> TO DO:
All lines in the entries below that hold "Arribeños" make up the answer.

> MATERIAL TO PROCESS:
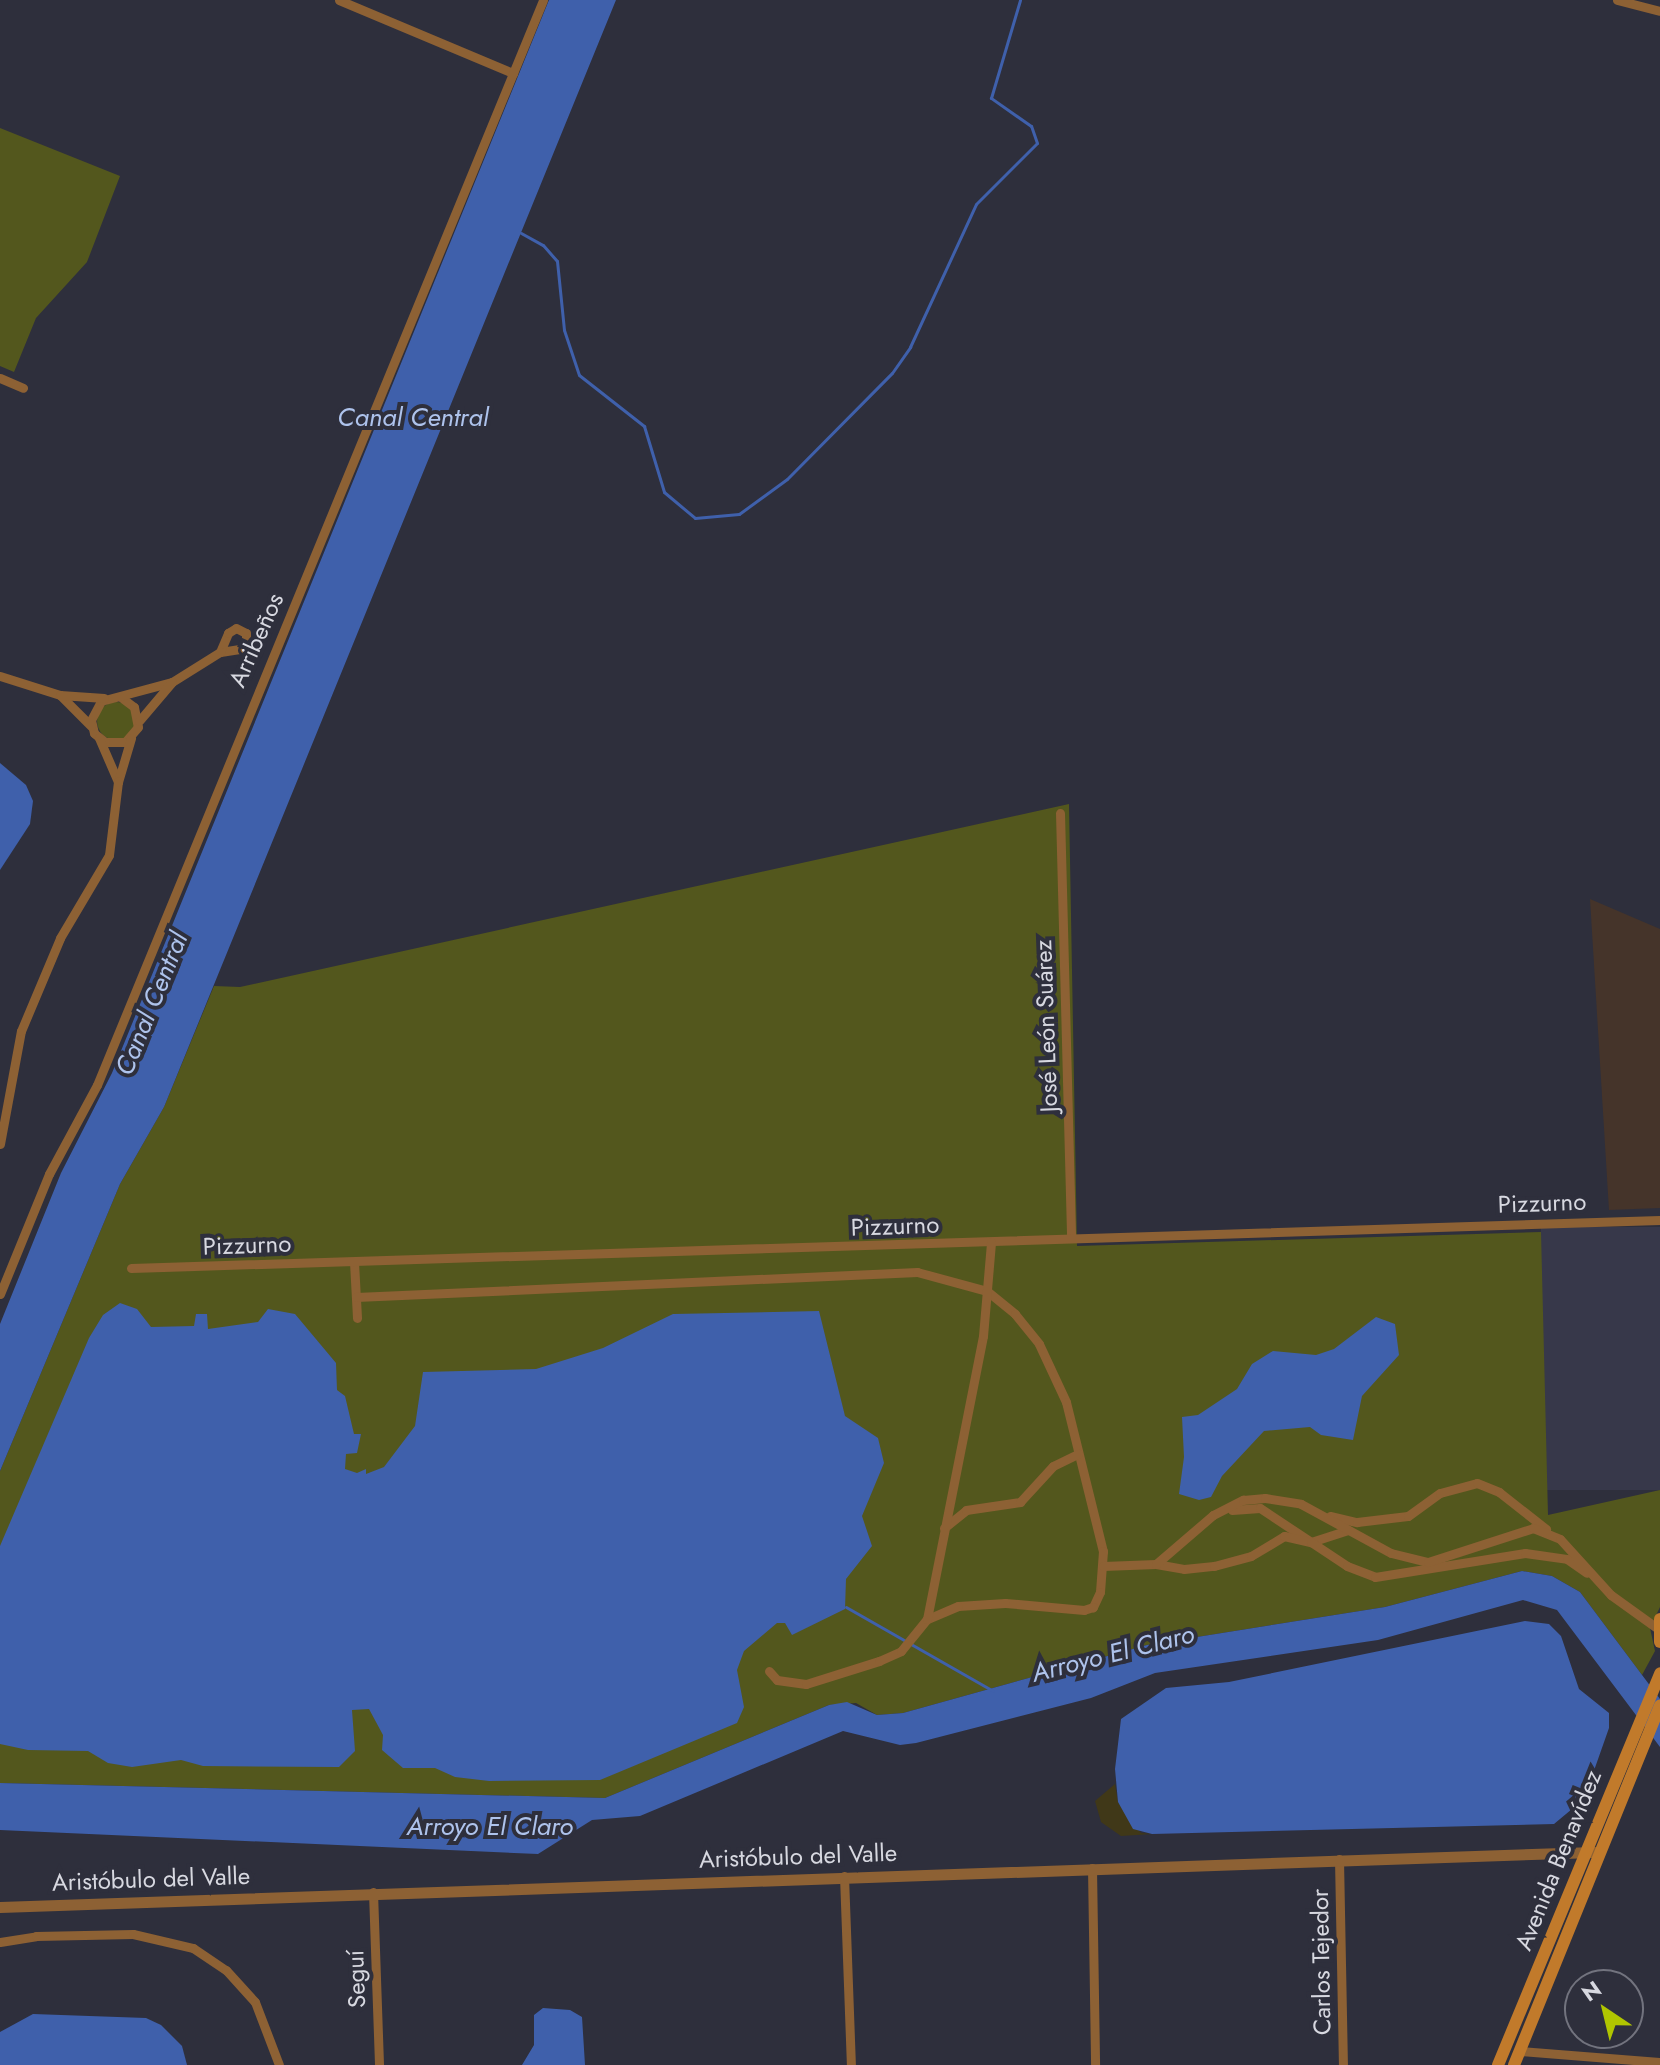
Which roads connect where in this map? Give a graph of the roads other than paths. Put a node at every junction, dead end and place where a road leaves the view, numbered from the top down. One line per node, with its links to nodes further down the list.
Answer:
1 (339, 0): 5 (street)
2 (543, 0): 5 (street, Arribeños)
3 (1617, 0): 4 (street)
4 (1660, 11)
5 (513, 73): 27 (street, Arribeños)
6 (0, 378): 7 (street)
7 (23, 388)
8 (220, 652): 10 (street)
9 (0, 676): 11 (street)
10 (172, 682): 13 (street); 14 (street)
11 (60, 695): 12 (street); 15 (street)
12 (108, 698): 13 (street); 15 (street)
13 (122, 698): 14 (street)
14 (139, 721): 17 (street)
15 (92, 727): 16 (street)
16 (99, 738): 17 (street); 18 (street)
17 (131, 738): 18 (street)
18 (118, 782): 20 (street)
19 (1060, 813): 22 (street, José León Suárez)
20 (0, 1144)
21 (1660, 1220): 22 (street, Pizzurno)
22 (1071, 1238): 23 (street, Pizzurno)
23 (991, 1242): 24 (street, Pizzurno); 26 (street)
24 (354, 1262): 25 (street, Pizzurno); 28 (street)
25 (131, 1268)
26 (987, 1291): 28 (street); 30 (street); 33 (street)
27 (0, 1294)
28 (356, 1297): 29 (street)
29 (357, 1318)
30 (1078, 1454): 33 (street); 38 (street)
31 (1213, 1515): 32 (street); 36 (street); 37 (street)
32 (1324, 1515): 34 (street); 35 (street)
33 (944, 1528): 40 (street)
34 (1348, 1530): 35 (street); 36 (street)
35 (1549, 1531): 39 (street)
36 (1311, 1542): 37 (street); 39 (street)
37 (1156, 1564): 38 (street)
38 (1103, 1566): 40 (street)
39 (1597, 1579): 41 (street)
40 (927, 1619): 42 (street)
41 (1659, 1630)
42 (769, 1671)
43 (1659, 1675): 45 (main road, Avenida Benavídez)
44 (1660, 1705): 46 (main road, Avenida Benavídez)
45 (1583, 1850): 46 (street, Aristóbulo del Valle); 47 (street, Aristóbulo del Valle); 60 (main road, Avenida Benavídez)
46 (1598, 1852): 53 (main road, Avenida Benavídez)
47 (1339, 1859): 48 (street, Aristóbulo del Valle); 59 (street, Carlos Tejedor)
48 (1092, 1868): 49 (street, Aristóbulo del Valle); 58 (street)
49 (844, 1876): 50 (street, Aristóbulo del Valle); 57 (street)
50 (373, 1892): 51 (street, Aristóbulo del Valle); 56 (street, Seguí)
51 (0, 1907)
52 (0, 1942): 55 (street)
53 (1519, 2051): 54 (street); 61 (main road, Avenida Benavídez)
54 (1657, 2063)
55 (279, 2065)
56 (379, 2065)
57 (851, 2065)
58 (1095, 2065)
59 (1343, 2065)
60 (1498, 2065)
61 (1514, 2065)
==
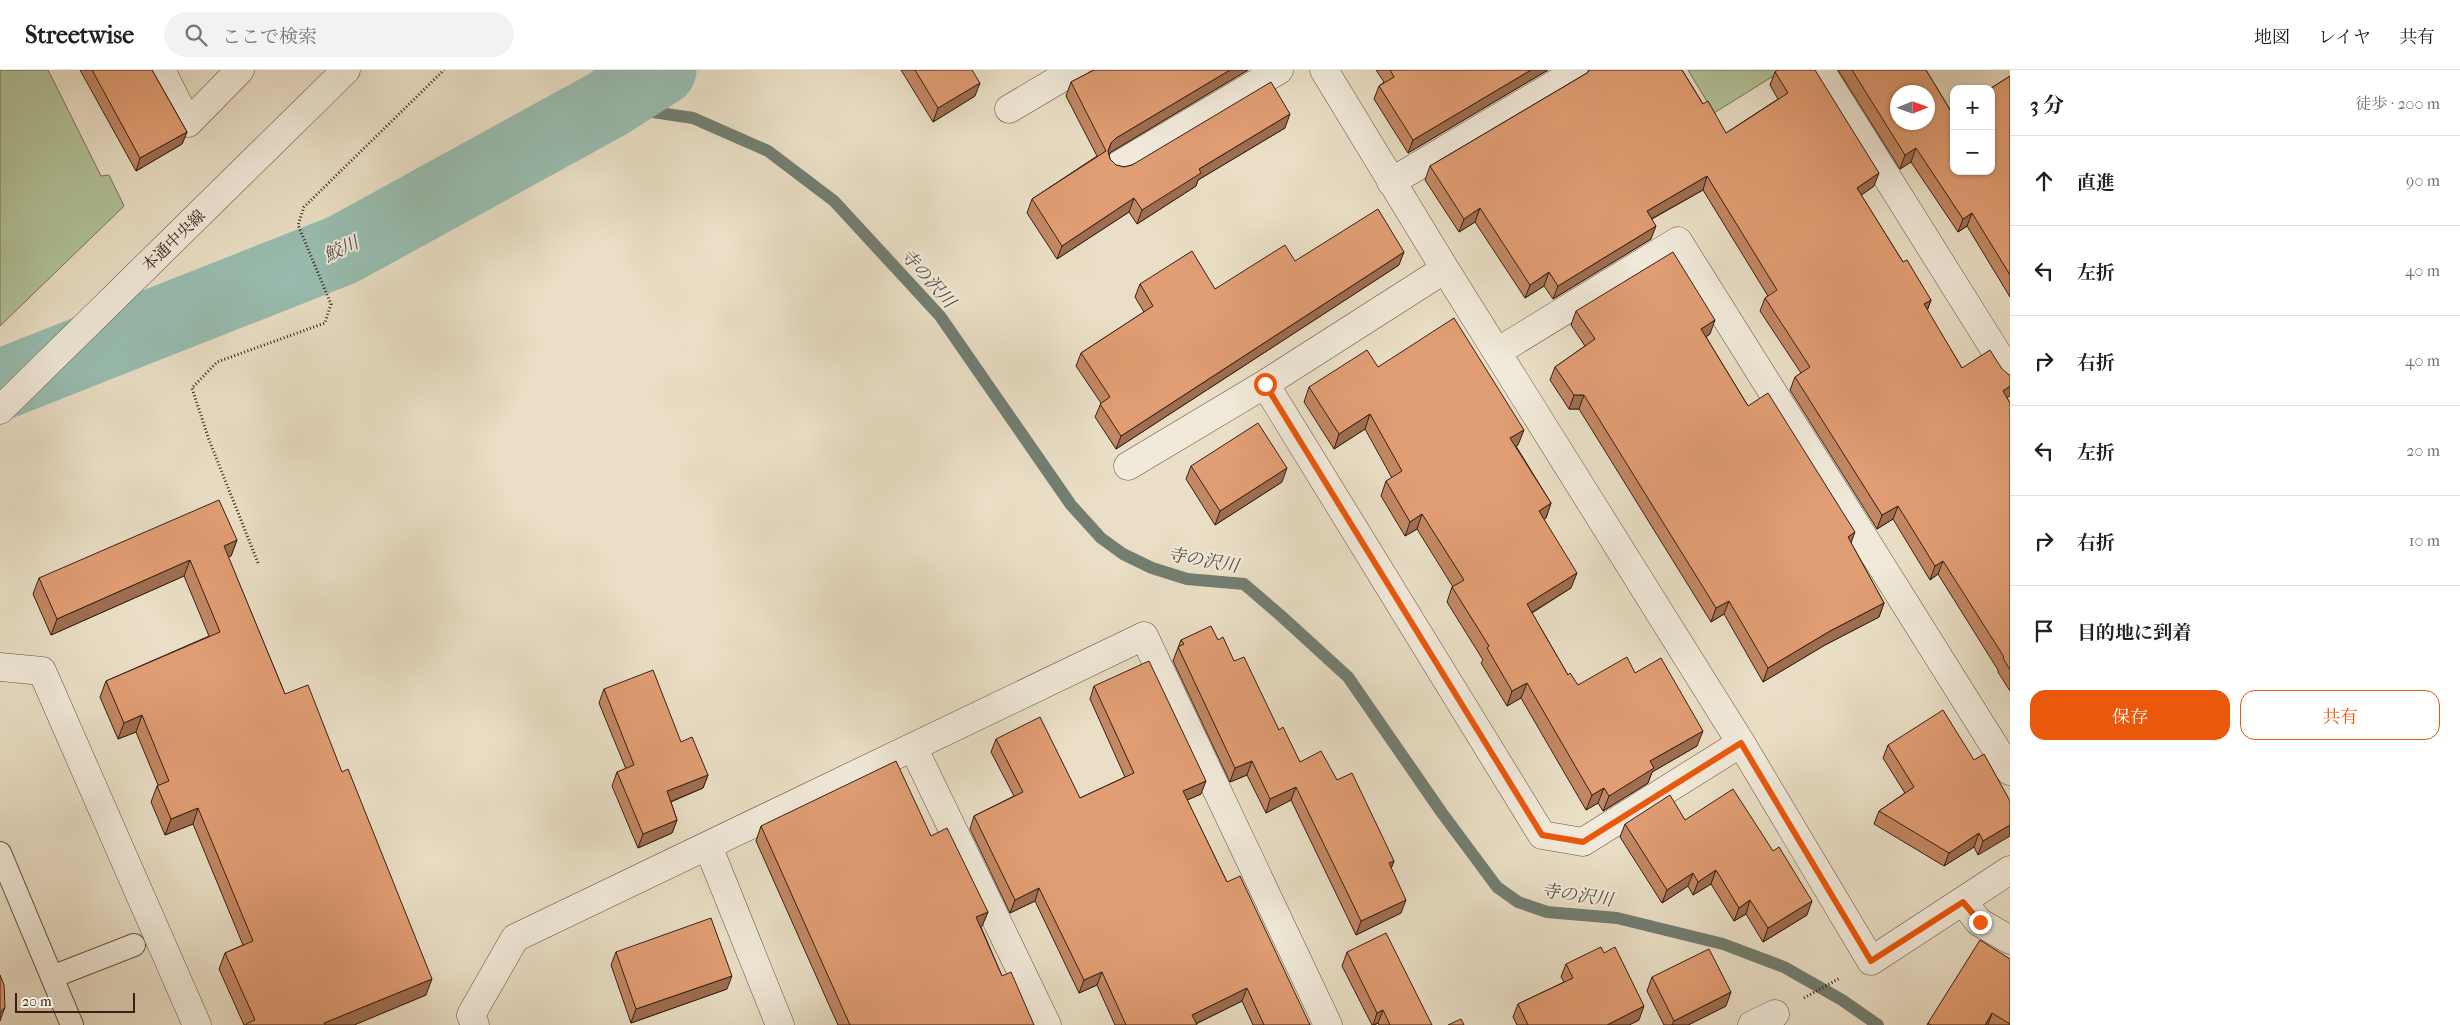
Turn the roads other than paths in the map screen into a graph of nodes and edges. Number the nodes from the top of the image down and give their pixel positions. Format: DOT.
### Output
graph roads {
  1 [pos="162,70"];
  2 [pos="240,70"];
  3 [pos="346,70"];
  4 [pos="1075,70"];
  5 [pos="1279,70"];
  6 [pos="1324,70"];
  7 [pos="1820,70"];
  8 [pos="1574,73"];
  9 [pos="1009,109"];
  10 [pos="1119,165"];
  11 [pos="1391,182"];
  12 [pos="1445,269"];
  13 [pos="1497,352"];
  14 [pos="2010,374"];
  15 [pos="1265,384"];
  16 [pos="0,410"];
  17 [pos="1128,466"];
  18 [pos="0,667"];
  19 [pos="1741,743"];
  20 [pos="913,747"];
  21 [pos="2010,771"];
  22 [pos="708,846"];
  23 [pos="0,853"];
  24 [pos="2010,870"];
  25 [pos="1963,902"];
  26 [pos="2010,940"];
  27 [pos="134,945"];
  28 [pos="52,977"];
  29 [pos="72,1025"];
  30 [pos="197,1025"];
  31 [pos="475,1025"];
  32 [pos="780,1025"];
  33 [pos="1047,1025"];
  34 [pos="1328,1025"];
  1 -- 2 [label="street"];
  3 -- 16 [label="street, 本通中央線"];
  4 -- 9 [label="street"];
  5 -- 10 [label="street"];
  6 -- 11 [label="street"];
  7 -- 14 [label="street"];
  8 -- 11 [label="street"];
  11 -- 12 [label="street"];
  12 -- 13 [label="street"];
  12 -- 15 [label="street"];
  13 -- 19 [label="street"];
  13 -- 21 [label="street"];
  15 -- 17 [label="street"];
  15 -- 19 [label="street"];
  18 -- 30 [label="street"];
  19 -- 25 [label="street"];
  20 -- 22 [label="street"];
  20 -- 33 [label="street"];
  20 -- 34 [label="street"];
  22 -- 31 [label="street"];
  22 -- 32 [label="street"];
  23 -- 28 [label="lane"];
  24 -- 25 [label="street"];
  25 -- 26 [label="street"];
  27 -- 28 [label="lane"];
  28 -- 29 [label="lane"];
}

> SOLUTION FOR THIS EXERCISE:
2 (543, 0): 5 (street, Arribeños)
5 (513, 73): 27 (street, Arribeños)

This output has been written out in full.